### EXERCISE AIM
Copy each line of the following data that contains "lane".

### Data extracted from a collection
##########

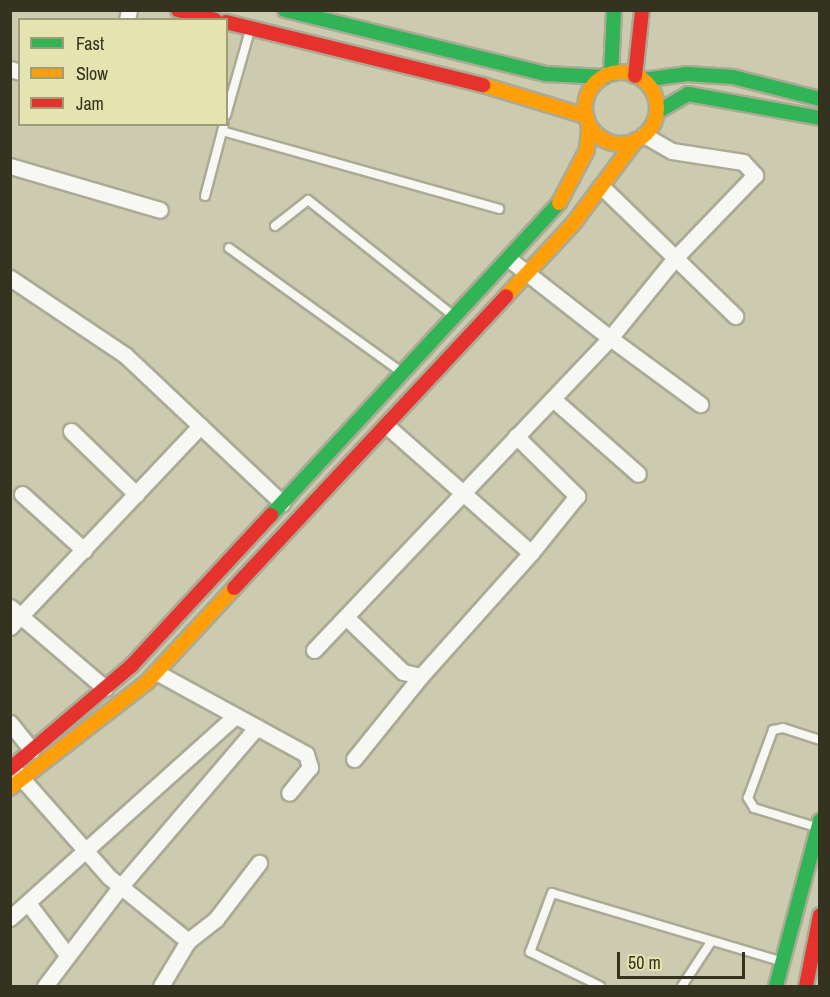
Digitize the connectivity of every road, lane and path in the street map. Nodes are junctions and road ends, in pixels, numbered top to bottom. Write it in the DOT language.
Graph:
graph roads {
  1 [pos="178,10"];
  2 [pos="285,10"];
  3 [pos="614,10"];
  4 [pos="642,10"];
  5 [pos="208,18"];
  6 [pos="228,22"];
  7 [pos="250,28"];
  8 [pos="608,75"];
  9 [pos="639,78"];
  10 [pos="819,99"];
  11 [pos="228,108"];
  12 [pos="657,112"];
  13 [pos="819,118"];
  14 [pos="587,121"];
  15 [pos="223,128"];
  16 [pos="640,138"];
  17 [pos="10,166"];
  18 [pos="601,186"];
  19 [pos="205,196"];
  20 [pos="499,209"];
  21 [pos="160,210"];
  22 [pos="275,226"];
  23 [pos="229,248"];
  24 [pos="675,258"];
  25 [pos="509,259"];
  26 [pos="527,273"];
  27 [pos="10,278"];
  28 [pos="456,316"];
  29 [pos="735,316"];
  30 [pos="610,338"];
  31 [pos="403,372"];
  32 [pos="553,399"];
  33 [pos="700,404"];
  34 [pos="386,425"];
  35 [pos="200,426"];
  36 [pos="71,431"];
  37 [pos="516,436"];
  38 [pos="638,474"];
  39 [pos="461,490"];
  40 [pos="22,494"];
  41 [pos="136,494"];
  42 [pos="282,503"];
  43 [pos="84,550"];
  44 [pos="531,553"];
  45 [pos="17,611"];
  46 [pos="348,619"];
  47 [pos="10,627"];
  48 [pos="314,650"];
  49 [pos="156,672"];
  50 [pos="422,676"];
  51 [pos="105,688"];
  52 [pos="236,716"];
  53 [pos="10,723"];
  54 [pos="257,727"];
  55 [pos="819,740"];
  56 [pos="32,750"];
  57 [pos="354,759"];
  58 [pos="14,776"];
  59 [pos="290,793"];
  60 [pos="818,824"];
  61 [pos="88,853"];
  62 [pos="259,863"];
  63 [pos="121,886"];
  64 [pos="28,903"];
  65 [pos="819,915"];
  66 [pos="10,918"];
  67 [pos="188,941"];
  68 [pos="711,942"];
  69 [pos="68,956"];
  70 [pos="782,962"];
  71 [pos="815,968"];
  72 [pos="45,987"];
  73 [pos="161,987"];
  74 [pos="600,987"];
  75 [pos="682,987"];
  76 [pos="776,987"];
  77 [pos="806,987"];
  1 -- 5 [label="main road"];
  2 -- 8 [label="main road"];
  3 -- 8 [label="main road"];
  4 -- 9 [label="main road"];
  6 -- 7 [label="main road"];
  7 -- 11 [label="lane"];
  7 -- 14 [label="main road"];
  8 -- 9 [label="main road"];
  8 -- 14 [label="main road"];
  9 -- 10 [label="main road"];
  9 -- 12 [label="main road"];
  12 -- 13 [label="main road"];
  12 -- 16 [label="main road"];
  14 -- 16 [label="main road"];
  14 -- 25 [label="main road"];
  15 -- 19 [label="lane"];
  15 -- 20 [label="lane"];
  16 -- 18 [label="main road"];
  16 -- 24 [label="street"];
  17 -- 21 [label="street"];
  18 -- 24 [label="street"];
  18 -- 26 [label="main road"];
  22 -- 28 [label="lane"];
  23 -- 31 [label="lane"];
  24 -- 29 [label="street"];
  24 -- 30 [label="street"];
  25 -- 26 [label="street"];
  25 -- 28 [label="main road"];
  26 -- 30 [label="street"];
  26 -- 34 [label="main road"];
  27 -- 35 [label="street"];
  28 -- 31 [label="main road"];
  30 -- 32 [label="street"];
  30 -- 33 [label="street"];
  31 -- 42 [label="main road"];
  32 -- 37 [label="street"];
  32 -- 38 [label="street"];
  34 -- 39 [label="street"];
  34 -- 49 [label="main road"];
  35 -- 41 [label="street"];
  35 -- 42 [label="street"];
  36 -- 41 [label="street"];
  37 -- 39 [label="street"];
  37 -- 44 [label="street"];
  39 -- 44 [label="street"];
  39 -- 46 [label="street"];
  40 -- 43 [label="street"];
  41 -- 43 [label="street"];
  42 -- 51 [label="main road"];
  43 -- 45 [label="street"];
  44 -- 50 [label="street"];
  45 -- 47 [label="street"];
  45 -- 51 [label="street"];
  46 -- 48 [label="street"];
  46 -- 50 [label="street"];
  49 -- 52 [label="street"];
  49 -- 58 [label="main road"];
  50 -- 57 [label="street"];
  51 -- 56 [label="main road"];
  52 -- 54 [label="street"];
  52 -- 61 [label="street"];
  53 -- 56 [label="street"];
  54 -- 59 [label="street"];
  54 -- 63 [label="street"];
  55 -- 60 [label="lane"];
  56 -- 58 [label="main road"];
  58 -- 61 [label="street"];
  60 -- 70 [label="main road"];
  61 -- 63 [label="street"];
  61 -- 64 [label="street"];
  62 -- 67 [label="street"];
  63 -- 67 [label="street"];
  63 -- 69 [label="street"];
  64 -- 66 [label="street"];
  64 -- 69 [label="street"];
  65 -- 71 [label="main road"];
  67 -- 73 [label="street"];
  68 -- 70 [label="lane"];
  68 -- 74 [label="lane"];
  68 -- 75 [label="lane"];
  69 -- 72 [label="street"];
  70 -- 71 [label="main road"];
  70 -- 76 [label="main road"];
  71 -- 77 [label="main road"];
}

##########

### EXERCISE RESULT
Digitize the connectivity of every road, lane and path in the street map. Nodes are junctions and road ends, in pixels, numbered top to bottom. Write it in the DOT language.
  7 -- 11 [label="lane"];
  15 -- 19 [label="lane"];
  15 -- 20 [label="lane"];
  22 -- 28 [label="lane"];
  23 -- 31 [label="lane"];
  55 -- 60 [label="lane"];
  68 -- 70 [label="lane"];
  68 -- 74 [label="lane"];
  68 -- 75 [label="lane"];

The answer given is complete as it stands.